## INSTRUCTIONS TO FOLLOW
Note every line in the entries that contains the string "Radcliffe", and copy it.
____ EXTRACTED DATA
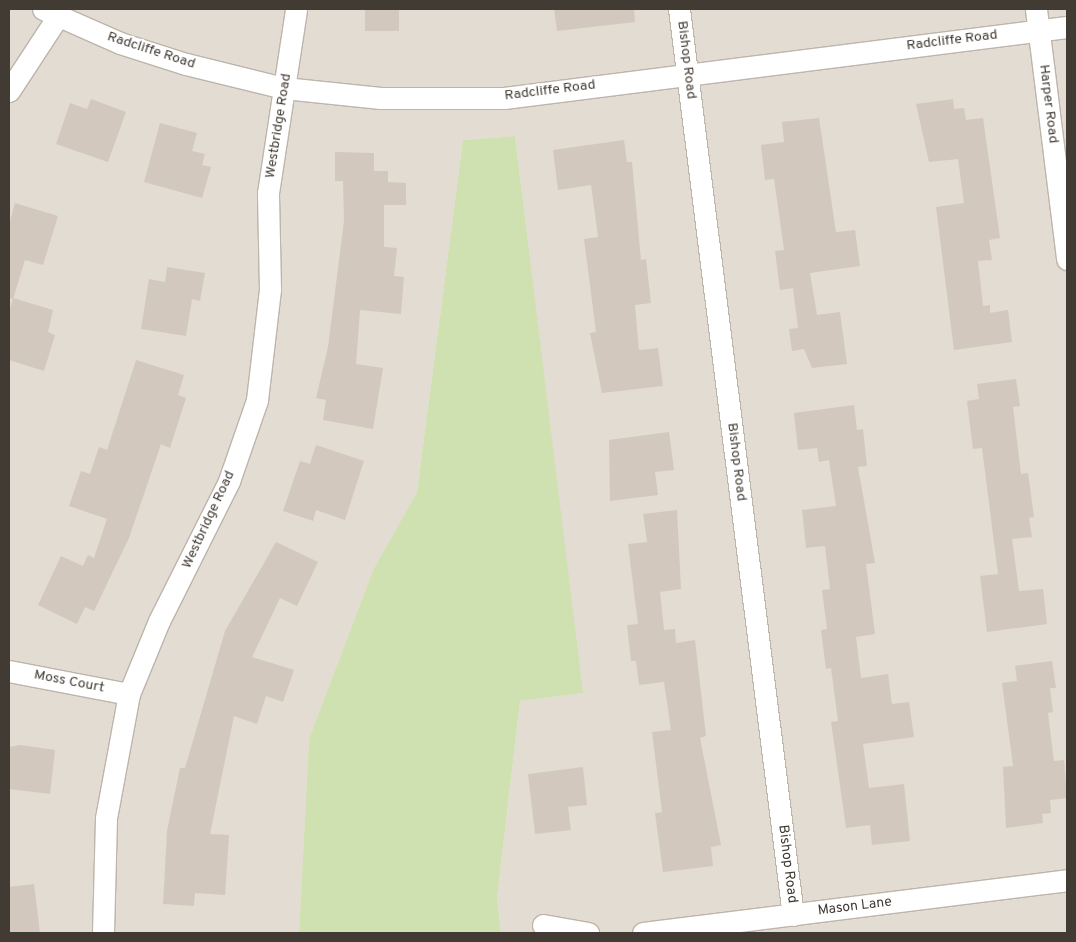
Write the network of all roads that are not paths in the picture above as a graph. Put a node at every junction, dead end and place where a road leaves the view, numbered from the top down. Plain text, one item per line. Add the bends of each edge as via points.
1 (296, 9) edge
2 (679, 9) edge
3 (1036, 9) edge
4 (51, 12) edge
5 (1067, 27) edge
6 (1038, 31) junction
7 (687, 73) junction
8 (284, 88) junction
9 (9, 91) edge
10 (1067, 259) edge
11 (9, 671) edge
12 (129, 694) junction
13 (1067, 880) edge
14 (793, 915) junction
15 (543, 925) dead end
16 (103, 933) edge
17 (588, 933) edge
18 (643, 933) edge

1 - 8 street, Westbridge Road
2 - 7 street, Bishop Road
3 - 6 street, Harper Road
4 - 8 street, Radcliffe Road via 186,64
4 - 9 street
5 - 6 street, Radcliffe Road
6 - 7 street, Radcliffe Road
6 - 10 street, Harper Road
7 - 8 street, Radcliffe Road via 504,98 380,98
7 - 14 street, Bishop Road
8 - 12 street, Westbridge Road via 268,193 270,290 257,400 229,481 160,621
11 - 12 street, Moss Court
12 - 16 street, Westbridge Road via 106,818
13 - 14 street, Mason Lane
14 - 18 street, Mason Lane
15 - 17 street

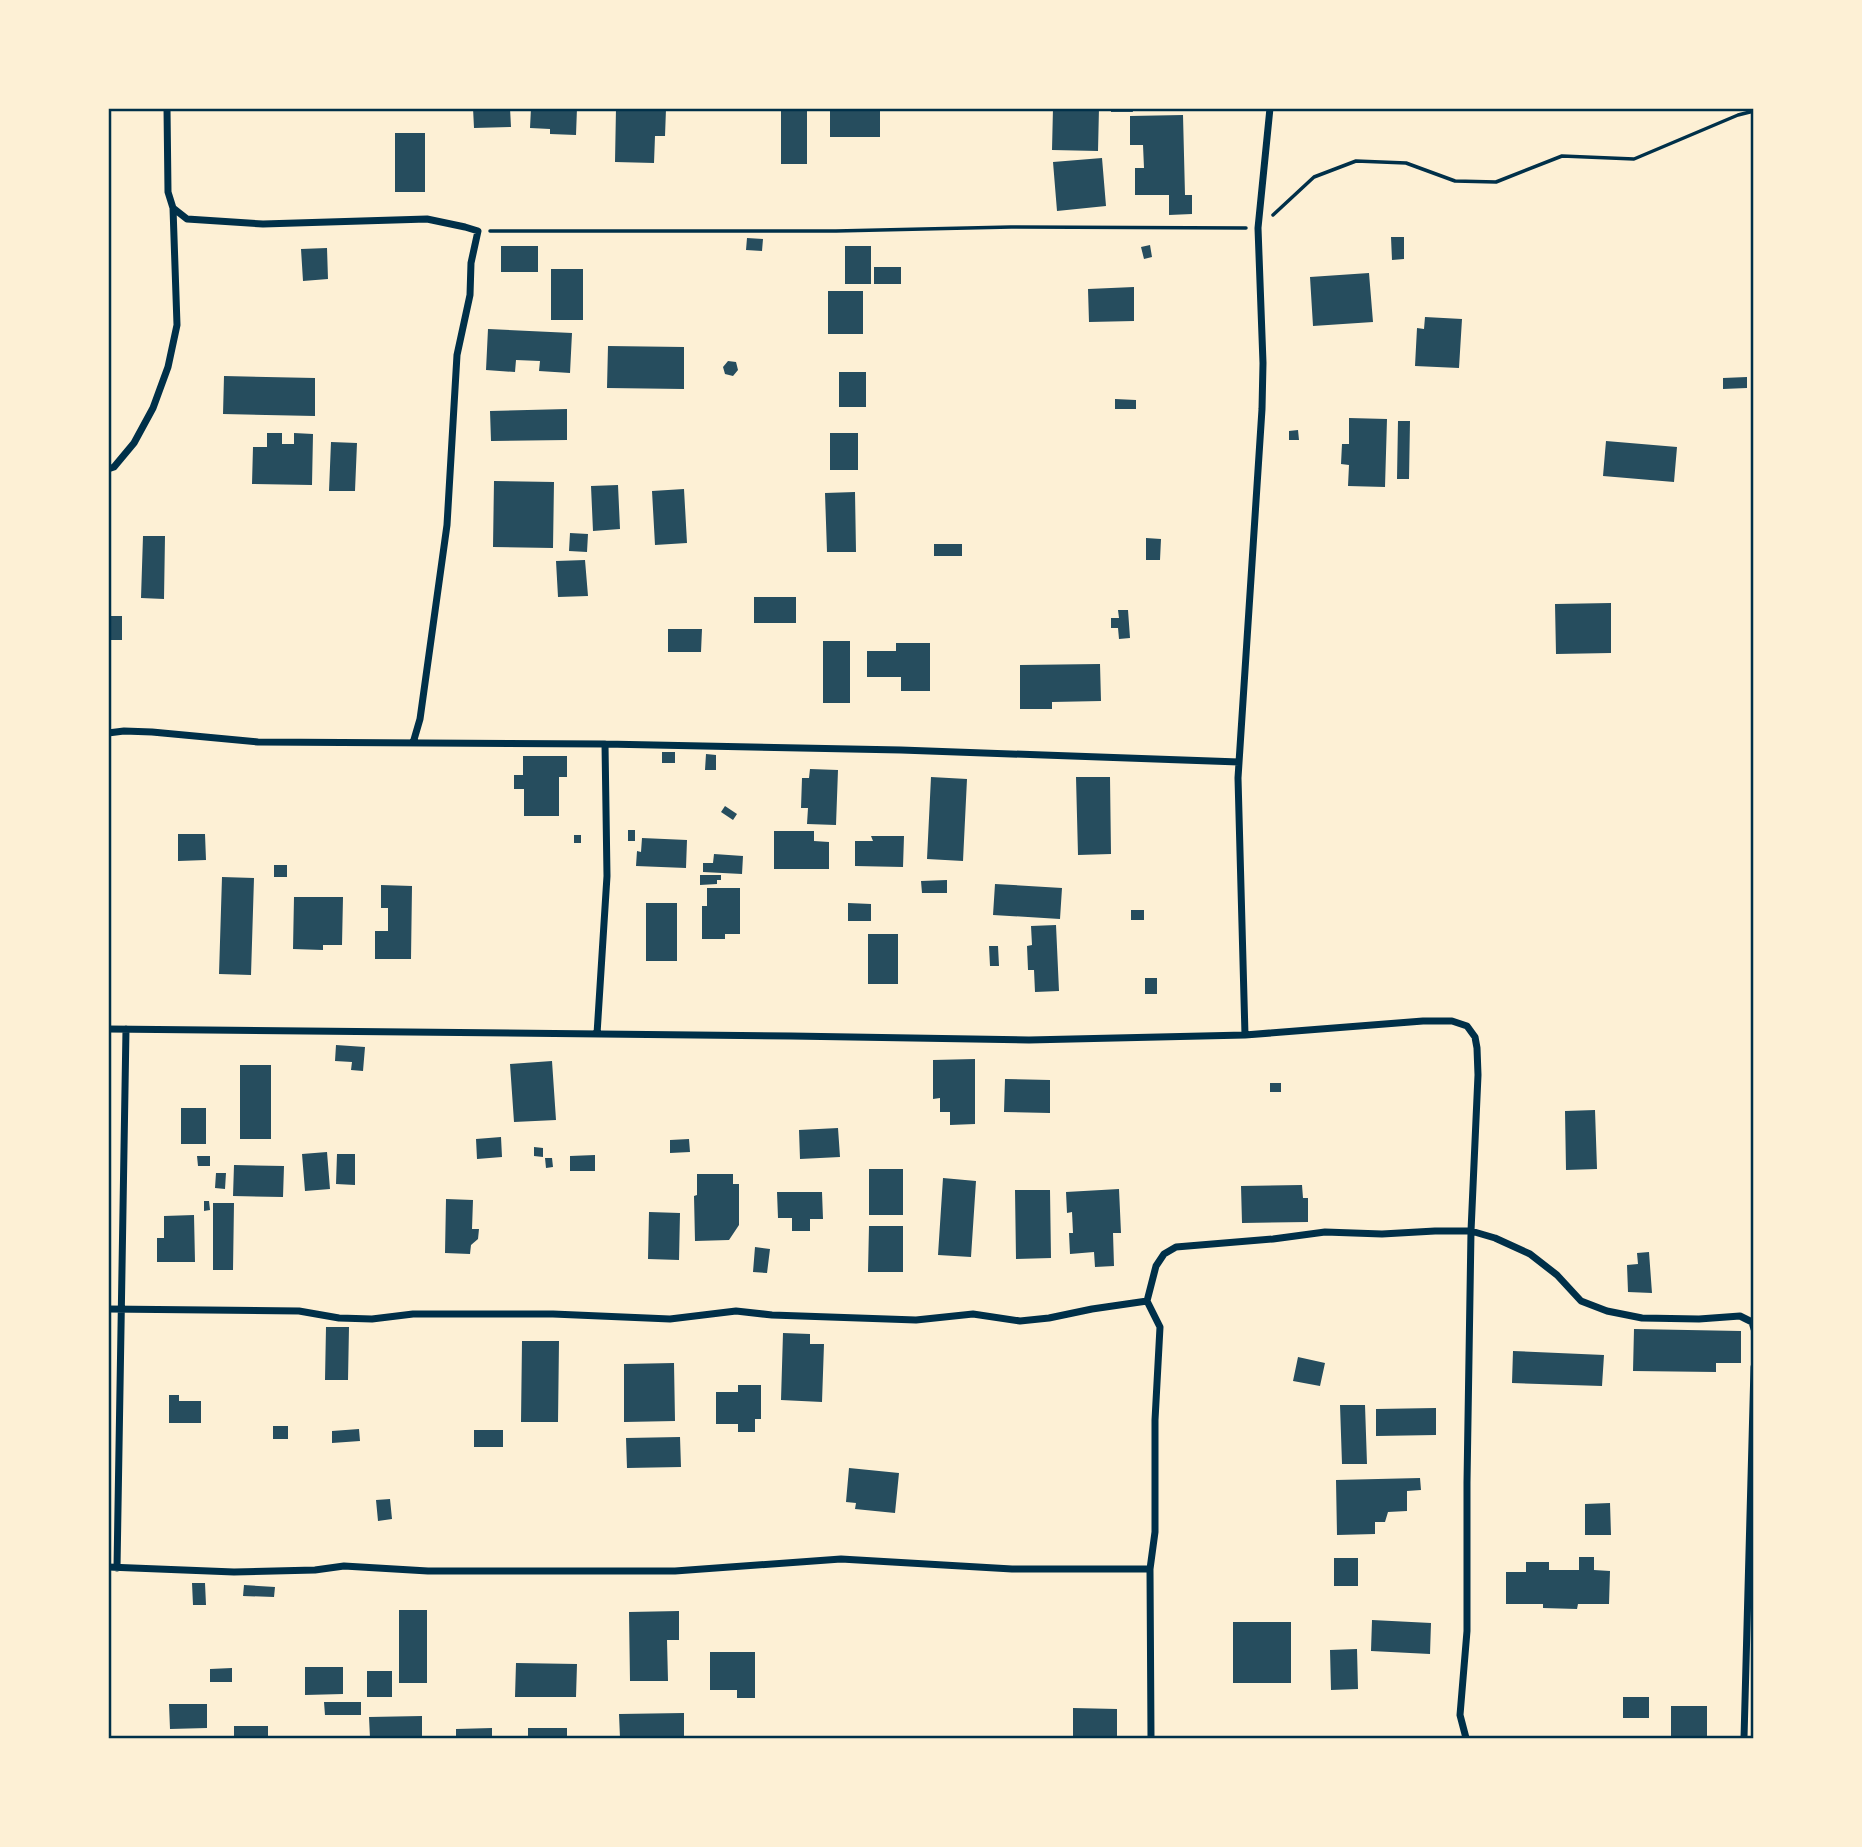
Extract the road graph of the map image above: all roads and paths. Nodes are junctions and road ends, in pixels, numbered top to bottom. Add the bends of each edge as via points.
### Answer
1 (167, 108) edge
2 (1270, 108) edge
3 (1754, 111) edge
4 (173, 208) junction
5 (1258, 228) junction
6 (478, 231) junction
7 (108, 469) edge
8 (108, 733) edge
9 (413, 743) junction
10 (605, 744) junction
11 (1239, 762) junction
12 (108, 1029) edge
13 (126, 1029) junction
14 (597, 1034) junction
15 (1245, 1035) junction
16 (1471, 1231) junction
17 (1147, 1301) junction
18 (108, 1309) edge
19 (121, 1309) junction
20 (1754, 1329) edge
21 (1754, 1367) edge
22 (108, 1567) edge
23 (117, 1568) junction
24 (1150, 1569) junction
25 (1151, 1738) edge
26 (1466, 1738) edge
27 (1744, 1738) edge

1 - 4 street via 168,192
2 - 5 street
3 - 5 path via 1634,159 1562,156 1496,182 1455,181 1405,163 1356,161 1314,177
4 - 6 street via 187,219 263,225 427,219
4 - 7 street via 177,325 168,367 135,443
5 - 6 path
5 - 11 street via 1262,410
6 - 9 street via 457,355 447,525
8 - 9 street via 152,732 258,742
9 - 10 street
10 - 11 street
10 - 14 street via 607,876
11 - 15 street
12 - 13 street
13 - 14 street
13 - 19 street
14 - 15 street via 1029,1040
15 - 16 street via 1423,1021 1467,1026 1478,1048
16 - 17 street via 1325,1232 1177,1247 1156,1265
16 - 20 street via 1530,1254 1558,1275 1581,1301 1607,1311 1642,1318 1699,1320 1740,1315 1752,1322
16 - 26 street via 1467,1631 1460,1715
17 - 19 street via 1020,1321 973,1314 916,1320 736,1311 670,1320 553,1314 413,1314 372,1319 299,1311
17 - 24 street via 1160,1327 1156,1532
18 - 19 street
19 - 23 street
21 - 27 street
22 - 23 street
23 - 24 street via 675,1571 841,1559 1012,1569
24 - 25 street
________
## THE ANSWER
4 - 8 street, Radcliffe Road via 186,64
5 - 6 street, Radcliffe Road
6 - 7 street, Radcliffe Road
7 - 8 street, Radcliffe Road via 504,98 380,98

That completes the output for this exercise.